All stations go today. I wanted to get my house clean and tidy (whoops even found the duster), the fridge cleared out, washing and ironing done, bills paid up to date etc etc so that when I come home after my next operation, I don’t have to do anything.
Hmm but as the first thing of the day was making a cup of coffee (not such a difficult task me thinks), but I put the kettle on, coffee in the cup, poured the water in, added the milk (the final bit from the fridge), stirred it all up and put it to my lips following which I realised that it was cold… oops I neglected to notice that the kettle was cold and the water wasn’t steaming! Doh!
Still jobs to do and lunch with my Dad and his wife. We had a lovely lunch and both of them were very sympathetic but I’m always anxious about worrying Dad with what’s going on. I’ve noticed that when he gets anxious he gets more forgetful and slower – I don’t want to cause him anymore anguish. Love him and love his hugs.
Jobs done, fire lit, settling down to a bit of TV and an early night. I’m watching How to Look Good Naked on Channel 4 TV at the moment. The subject of the show is someone who has had a mastectomy following breast cancer. All her insecurities I can understand as I think I’ve thought them but need to resolve them, as I’m sure she will with the help of Gok Wan and no doubt many many others.

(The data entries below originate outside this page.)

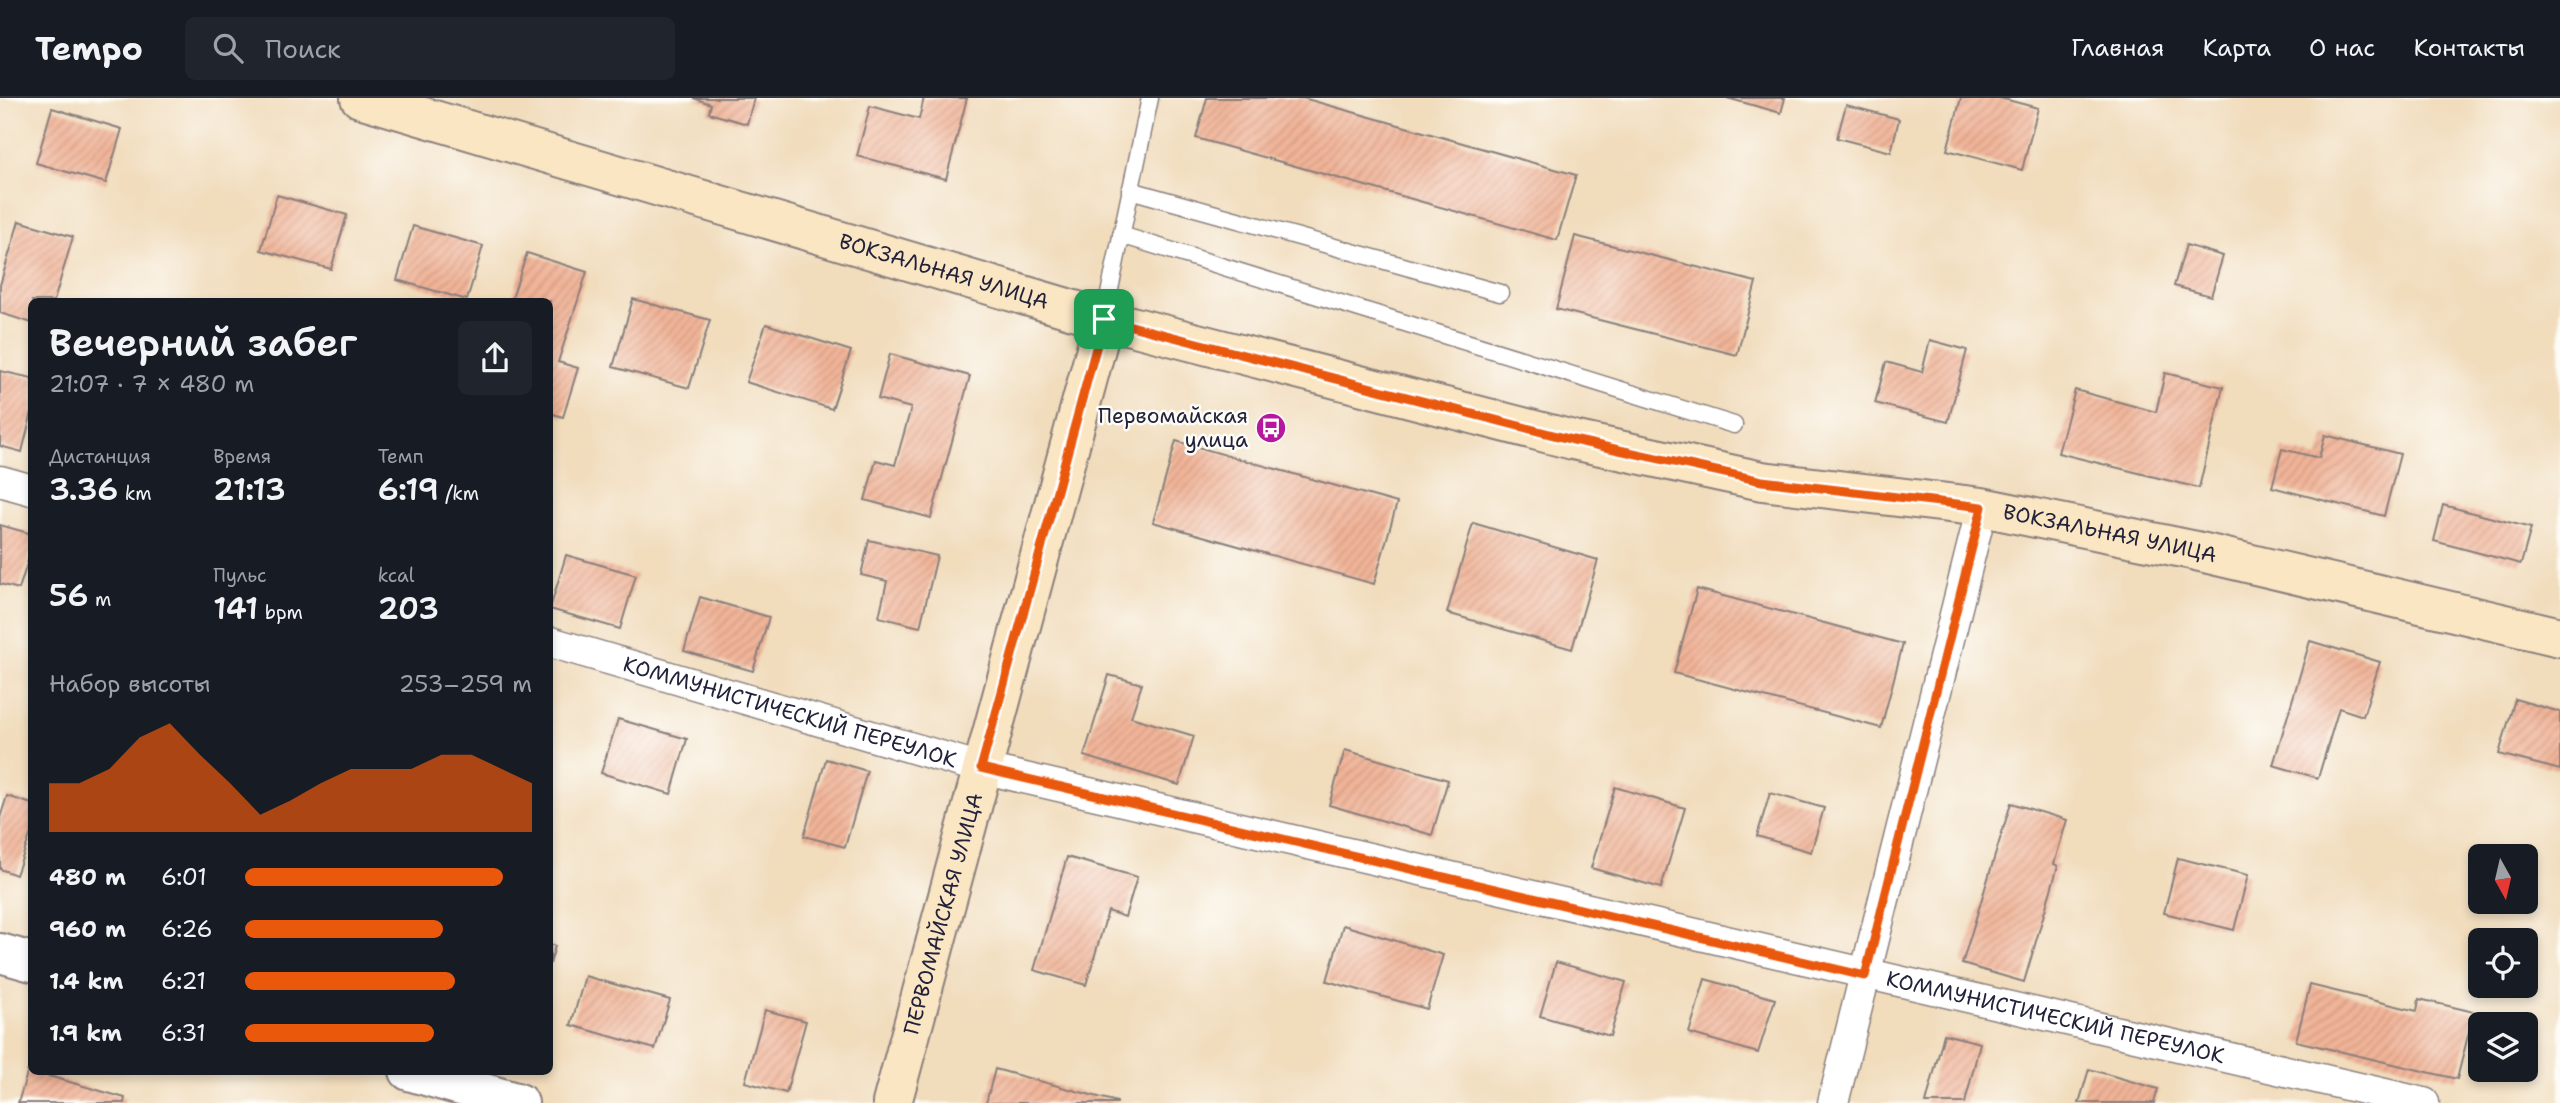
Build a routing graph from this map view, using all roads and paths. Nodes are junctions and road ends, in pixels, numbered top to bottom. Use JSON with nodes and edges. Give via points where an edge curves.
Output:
{"nodes":[{"id":1,"x":360,"y":98,"type":"edge"},
{"id":2,"x":1150,"y":98,"type":"edge"},
{"id":3,"x":1130,"y":190,"type":"junction"},
{"id":4,"x":1121,"y":235,"type":"junction"},
{"id":5,"x":1500,"y":293,"type":"dead end"},
{"id":6,"x":1104,"y":319,"type":"junction"},
{"id":7,"x":1734,"y":425,"type":"dead end"},
{"id":8,"x":0,"y":481,"type":"edge"},
{"id":9,"x":28,"y":490,"type":"edge"},
{"id":10,"x":1982,"y":507,"type":"junction"},
{"id":11,"x":2560,"y":636,"type":"edge"},
{"id":12,"x":553,"y":643,"type":"edge"},
{"id":13,"x":981,"y":768,"type":"junction"},
{"id":14,"x":0,"y":953,"type":"edge"},
{"id":15,"x":28,"y":961,"type":"edge"},
{"id":16,"x":1865,"y":976,"type":"junction"},
{"id":17,"x":423,"y":1075,"type":"edge"},
{"id":18,"x":519,"y":1103,"type":"edge"},
{"id":19,"x":892,"y":1103,"type":"edge"},
{"id":20,"x":1833,"y":1103,"type":"edge"},
{"id":21,"x":2424,"y":1103,"type":"edge"}],
"edges":[{"from":1,"to":6,"type":"main road","name":"ВОКЗАЛЬНАЯ УЛИЦА"},
{"from":2,"to":3,"type":"lane"},
{"from":3,"to":4,"type":"lane"},
{"from":3,"to":5,"type":"lane"},
{"from":4,"to":6,"type":"lane"},
{"from":4,"to":7,"type":"lane"},
{"from":6,"to":10,"type":"main road","name":"ВОКЗАЛЬНАЯ УЛИЦА","via":[[1573,440],[1762,481]]},
{"from":6,"to":13,"type":"main road","name":"ПЕРВОМАЙСКАЯ УЛИЦА"},
{"from":8,"to":9,"type":"street"},
{"from":10,"to":11,"type":"main road","name":"ВОКЗАЛЬНАЯ УЛИЦА","via":[[2192,550]]},
{"from":10,"to":16,"type":"street"},
{"from":12,"to":13,"type":"street","name":"КОММУНИСТИЧЕСКИЙ ПЕРЕУЛОК"},
{"from":13,"to":16,"type":"street","name":"КОММУНИСТИЧЕСКИЙ ПЕРЕУЛОК"},
{"from":13,"to":19,"type":"main road","name":"ПЕРВОМАЙСКАЯ УЛИЦА"},
{"from":14,"to":15,"type":"street"},
{"from":16,"to":20,"type":"street"},
{"from":16,"to":21,"type":"street","name":"КОММУНИСТИЧЕСКИЙ ПЕРЕУЛОК"},
{"from":17,"to":18,"type":"street"}]}
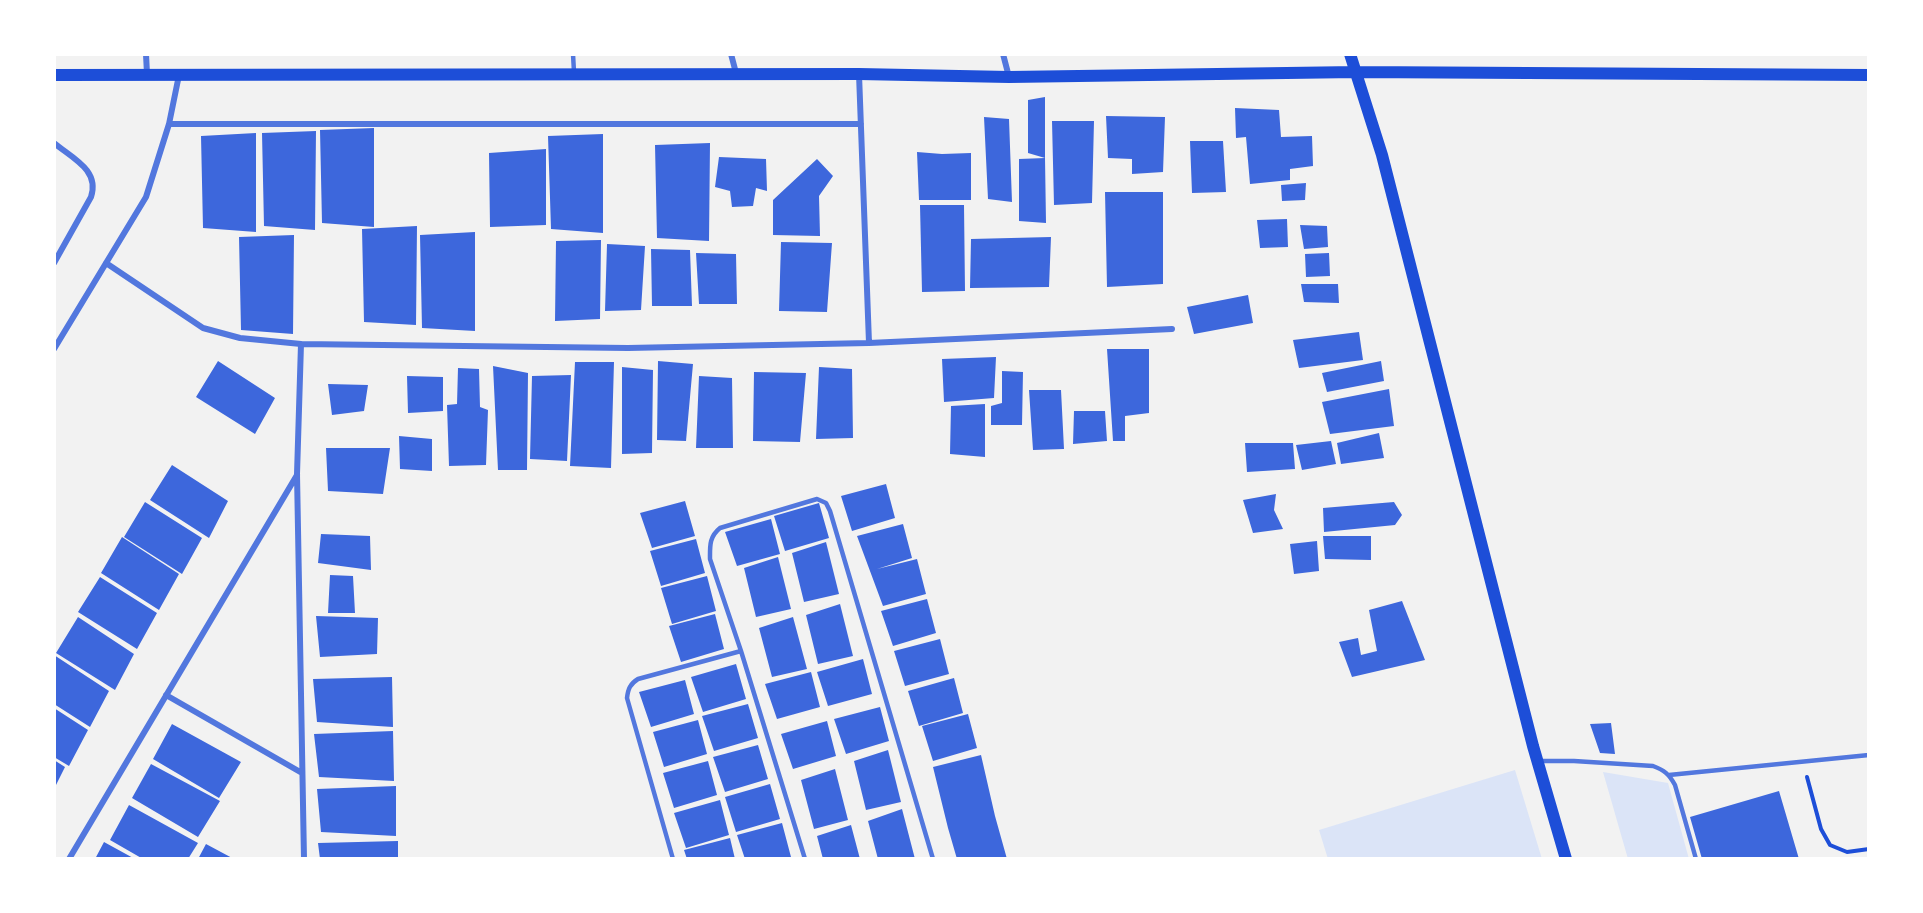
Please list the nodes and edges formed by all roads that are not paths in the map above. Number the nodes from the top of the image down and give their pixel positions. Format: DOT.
graph roads {
  1 [pos="147,54"];
  2 [pos="573,54"];
  3 [pos="731,54"];
  4 [pos="1003,54"];
  5 [pos="1350,54"];
  6 [pos="1356,72"];
  7 [pos="574,74"];
  8 [pos="736,74"];
  9 [pos="860,74"];
  10 [pos="54,75"];
  11 [pos="147,75"];
  12 [pos="179,75"];
  13 [pos="1869,75"];
  14 [pos="1009,77"];
  15 [pos="169,124"];
  16 [pos="861,124"];
  17 [pos="54,143"];
  18 [pos="54,263"];
  19 [pos="106,263"];
  20 [pos="1172,329"];
  21 [pos="869,343"];
  22 [pos="302,344"];
  23 [pos="54,349"];
  24 [pos="297,474"];
  25 [pos="741,651"];
  26 [pos="166,695"];
  27 [pos="1869,755"];
  28 [pos="1537,761"];
  29 [pos="302,773"];
  30 [pos="1670,775"];
  31 [pos="69,859"];
  32 [pos="304,859"];
  33 [pos="673,859"];
  34 [pos="805,859"];
  35 [pos="933,859"];
  36 [pos="1566,859"];
  37 [pos="1696,859"];
  1 -- 11 [label="street"];
  2 -- 7 [label="lane"];
  3 -- 8 [label="street"];
  4 -- 14 [label="street"];
  5 -- 6 [label="main road"];
  6 -- 13 [label="main road"];
  6 -- 14 [label="main road"];
  6 -- 28 [label="main road"];
  7 -- 8 [label="main road"];
  7 -- 12 [label="main road"];
  8 -- 9 [label="main road"];
  9 -- 14 [label="main road"];
  9 -- 16 [label="street"];
  10 -- 11 [label="main road"];
  11 -- 12 [label="main road"];
  12 -- 15 [label="street"];
  15 -- 16 [label="street"];
  15 -- 19 [label="street"];
  16 -- 21 [label="street"];
  17 -- 18 [label="street"];
  19 -- 22 [label="street"];
  19 -- 23 [label="street"];
  20 -- 21 [label="street"];
  21 -- 22 [label="street"];
  22 -- 24 [label="street"];
  24 -- 26 [label="street"];
  24 -- 29 [label="street"];
  25 -- 33 [label="lane"];
  25 -- 34 [label="lane"];
  25 -- 35 [label="lane"];
  26 -- 29 [label="street"];
  26 -- 31 [label="street"];
  27 -- 30 [label="lane"];
  28 -- 30 [label="lane"];
  28 -- 36 [label="main road"];
  29 -- 32 [label="street"];
  30 -- 37 [label="lane"];
}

Gosh one of the things I truly miss with all this, is a huge great big hug. But as it hurts when anyone is near my breast and certainly couldn’t cope with being squished I can’t ask for one. And people are so (sweetly) cautious of me I don’t get so many offered. Sounds daft but there’s nothing quite like a good comforting hug and I can’t have one!
2 more sleeps to go and I’m aware that I’m getting more and more anxious…. think my heart rate is going through the roof… bring on the pre-meds!